His Dark Materials – Season 1 Episode 6 Recap & Review

The Experiment

With a few more episodes left to go in this first season, His Dark Materials returns to deliver another strong episode, one that’s arguably the best since the show’s inception five weeks ago. The episode is chock full of drama and mystery too, as more information is revealed regarding the Gobbler operation and Lyra attempts to escape from her captors.

Lyra begins the episode in the biting cold, escorted by one of the women into a room full of other kids. Each of them wear identical outfits and there, among them, she sees Roger sitting at the table eating. The stern-faced woman in charge of the operation bursts into the room and calls out for Bridget, who hesitantly leaves her tray of food behind and walks ahead into a locked room where she’s left alone.

Meanwhile, Lyra tells the doctor about the dust before questioning their operation regarding the daemons. As the alarm blares, she’s forced to leave out into the courtyard. Once there, she talks to Roger about escaping in the midst of the register being completed. Deciding they need a distraction, Lyra and Roger start a snowball fight before sneaking out the other way. However, they stumble into a room holding stray daemons separated from their human companions. Having seen enough, Lyra and Roger rush back and join up with the other children.

Complicating matters further, Mrs Coulter arrives and is updated on the operation for separating daemons and humans. She demands a test volunteer while Lyra admits to the other girls what her relationship with Mrs Coulter is, eventually agreeing to hide her. Bursting into the room, Lyra holds herself up under the bed while Mrs Coulter moves down the line inspecting the girls one by one before taking her leave.

Unfortunately Lyra’s not out of the woods yet, as she’s taken from the other girls and separated from Pan. Just before her captors turn the machine on though, she screams out for Mrs Coulter and is let go at the last second. Alone, she and Lyra talk where she admits to being her mother. It turns out the experiment is designed to sever the daemon/human tie and stop the dust from causing hardship and troublesome feelings after puberty. It’s a warped experiment but one that allows us to understand just why Mrs Coulter is doing what she’s doing.

As she asks about the alethiometer, Lyra hands over a soldered box actually housing the spy fly and fools her Mother long enough to escape her clutches. Kicking in the fire alarm, Lyra rushes back to the kids and tasks Roger with saving the daemon-less children while she causes a distraction of her own, throwing open the metal doors and blowing up the daemon-severing machine.

As the complex erupts into chaos, the Gyptians arrive with Lee and break the rest of the children free.

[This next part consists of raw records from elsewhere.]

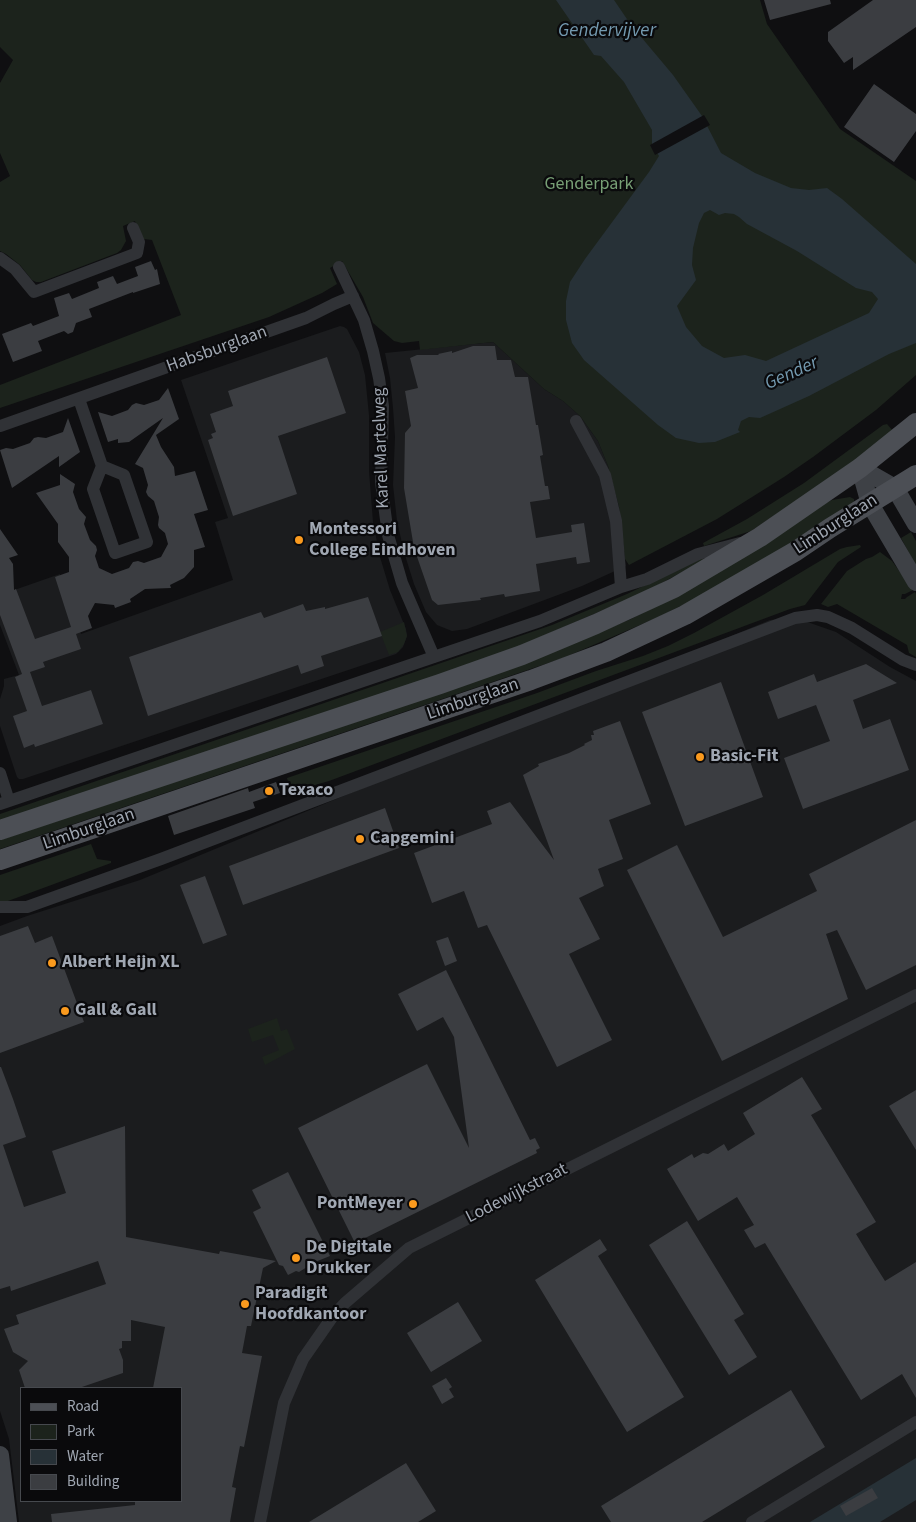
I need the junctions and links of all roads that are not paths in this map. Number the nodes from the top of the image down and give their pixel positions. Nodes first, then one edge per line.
1 (133, 228) dead end
2 (0, 258) edge
3 (339, 267) dead end
4 (353, 296) junction
5 (79, 399) junction
6 (576, 421) dead end
7 (916, 423) edge
8 (0, 426) edge
9 (102, 466) junction
10 (860, 468) junction
11 (916, 475) edge
12 (895, 488) junction
13 (870, 504) junction
14 (916, 524) edge
15 (760, 537) junction
16 (916, 582) edge
17 (621, 588) junction
18 (434, 658) junction
19 (916, 665) edge
20 (0, 773) edge
21 (4, 802) edge
22 (0, 830) edge
23 (0, 860) edge
24 (0, 907) edge
25 (916, 996) edge
26 (916, 1422) edge
27 (0, 1455) edge
28 (8, 1522) edge
29 (260, 1522) edge
30 (752, 1522) edge

1 - 2 street
3 - 4 street, Karel Martelweg
4 - 5 street, Habsburglaan
4 - 18 street, Karel Martelweg
5 - 8 street, Habsburglaan
5 - 9 street
6 - 17 street
7 - 10 main road, Limburglaan
9 - 9 street
10 - 12 main road
10 - 13 main road
10 - 15 main road, Limburglaan
11 - 12 main road, Limburglaan
12 - 13 main road, Limburglaan
12 - 14 main road
13 - 16 main road
13 - 23 main road, Limburglaan
15 - 17 street, Limburglaan
15 - 22 main road, Limburglaan
17 - 18 street, Limburglaan
18 - 21 street, Limburglaan
19 - 24 street, Limburglaan
20 - 21 street
25 - 29 street, Lodewijkstraat
26 - 30 street
27 - 28 main road

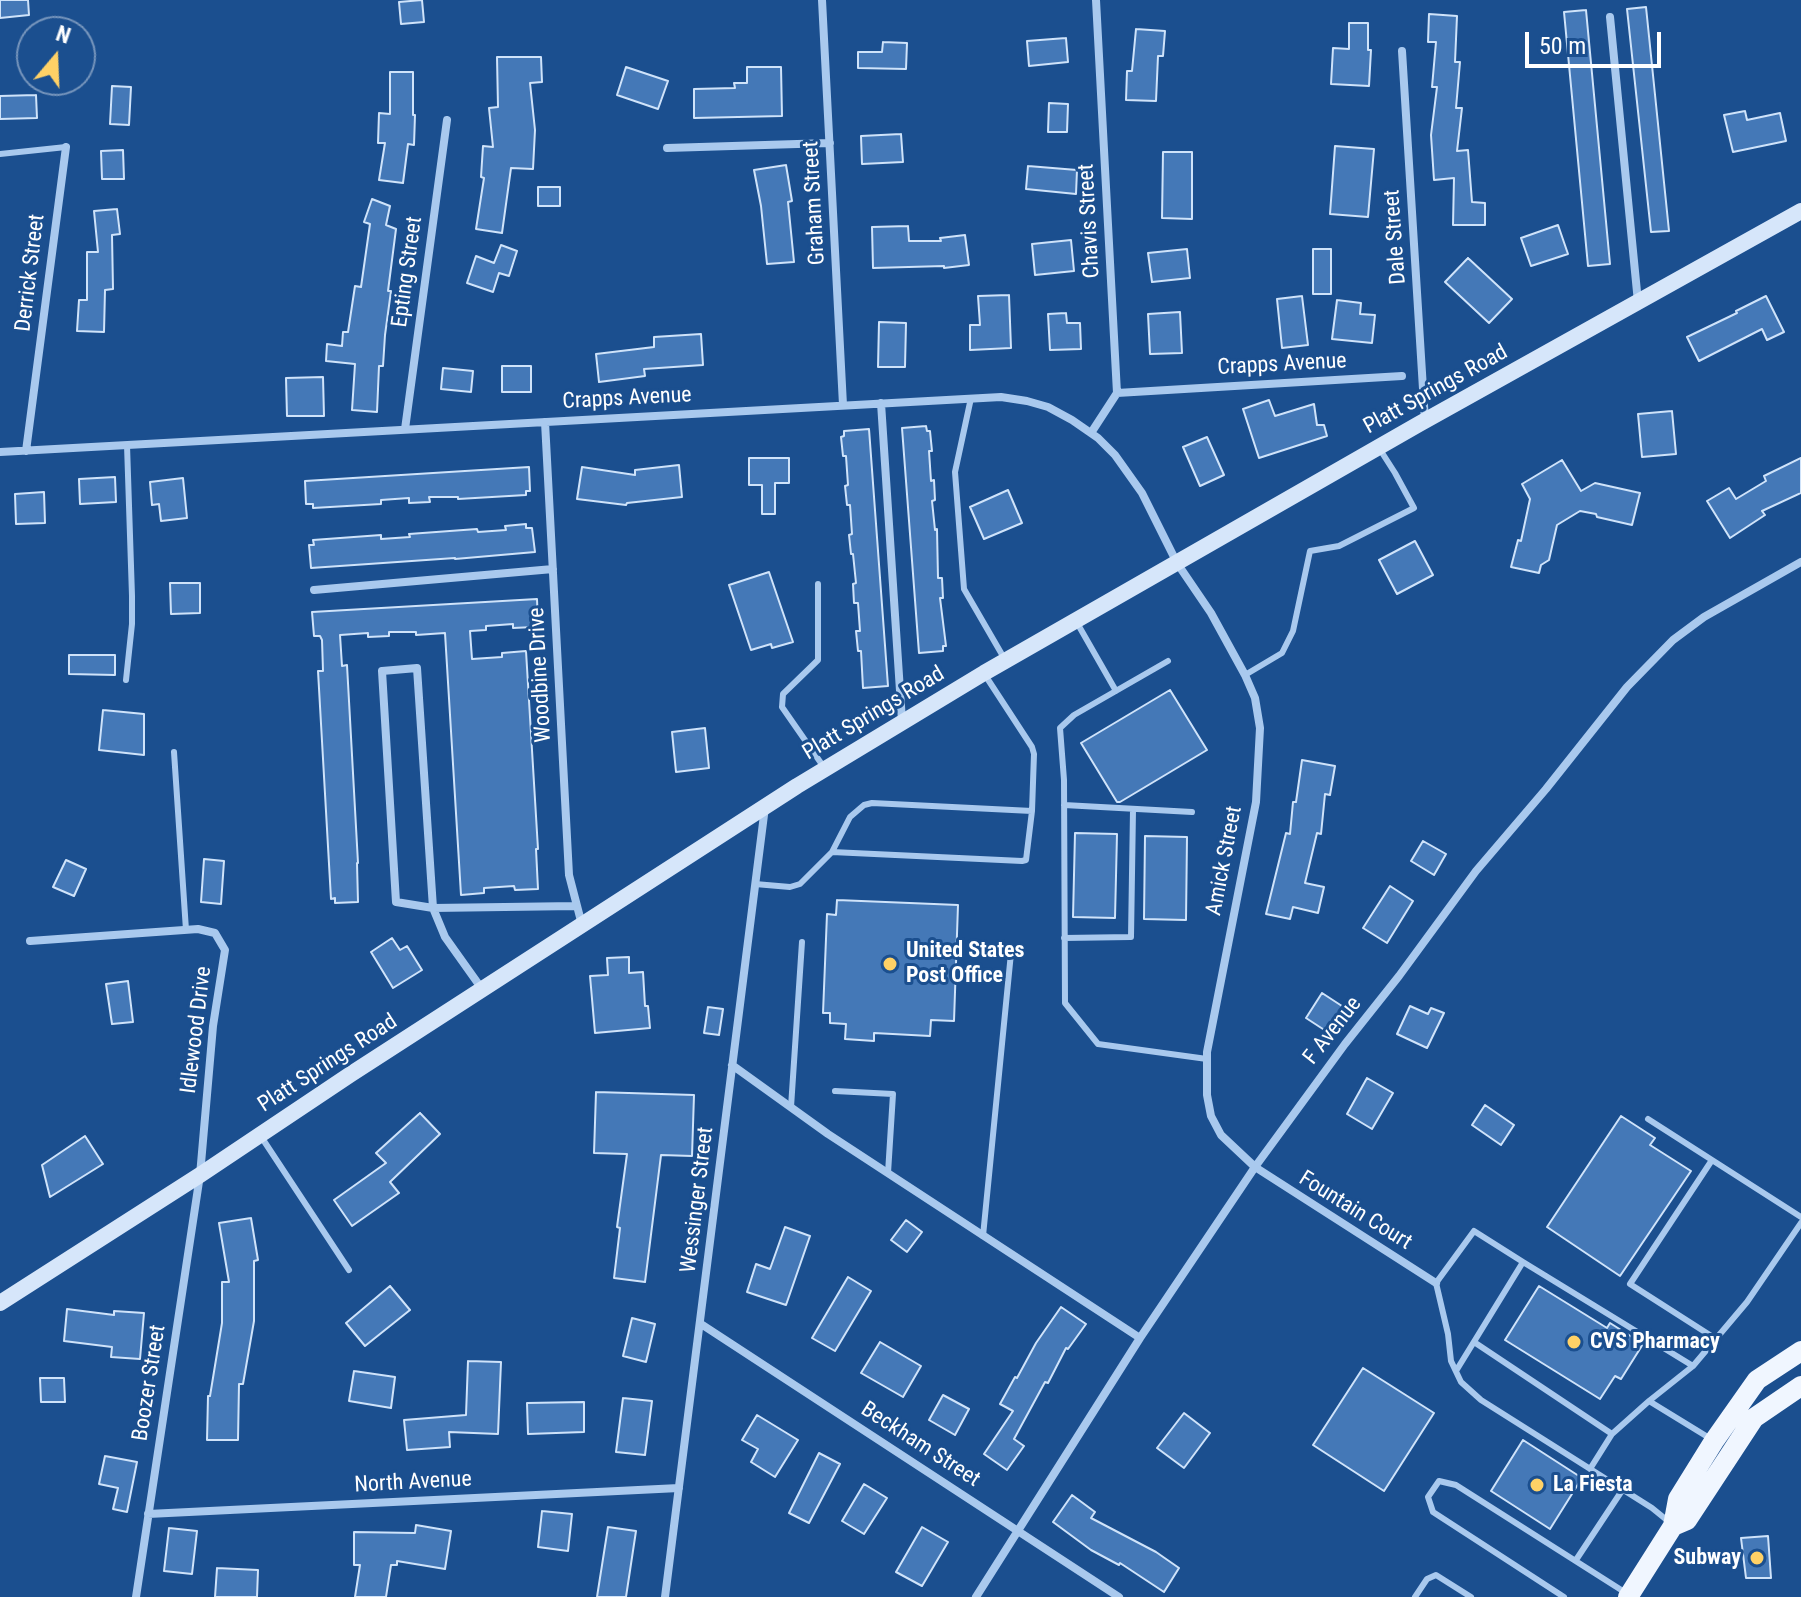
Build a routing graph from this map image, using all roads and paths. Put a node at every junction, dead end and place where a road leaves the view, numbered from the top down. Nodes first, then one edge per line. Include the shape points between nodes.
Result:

Fighting engulfs the complex while Lyra watches it all unfold. In the midst of this, a strange ghostly figure arrives and stabs the soldiers, turning the tide of the battle to their side. Before we get a chance to find out if this is Serafina or not, Roger and the daemon-severed kids appear while Mrs Coulter watches on from afar and slips away undetected.

High in the sky, away from the facility, Roger and Lyra fall asleep while Serafina Pekkala arrives and talks to Lee about Lyra’s destiny. It turns out Lee has a big role to play in the conflict ahead too, as he’s guided in the direction to go and find Asriel.

While John Faa leads the kids back to their families, worried they may not accept them in their current state, Cliff Ghasts attack Lee’s ship, prompting him to try and fight them off. Unfortunately in the commotion, Lyra falls off the edge of the balloon as Lee screams her name, watching in horror as she plunges into the darkness.

Talk about cliffhangers! Although the preview for next week does spoil Lyra’s fate, there’s enough in this episode to savour and enjoy nonetheless. There’s a deliberate injection of pace this week too and the way the episode skips through Lyra’s story in a straight forward manner, with little in the way of William’s separate timeline or sub-plot distractions, is actually a nice touch and allows the episode to feel much more streamlined. 

With the children all but safe for now, the final two episodes look like they’re going to focus on the fight for the North and of this world, both of which hang in the balance. So far though, His Dark Materials has been highly enjoyable and along with The Witcher look set to end this year on a fantasy-high after the disappointment of Game Of Thrones earlier this year.

Whether His Dark Materials can land its ending though remains to be seen and we’ll have to wait and see if it suffers from the dreaded BBC curse of closing things out in an unsatisfying manner. Let’s hope this one bucks that trend.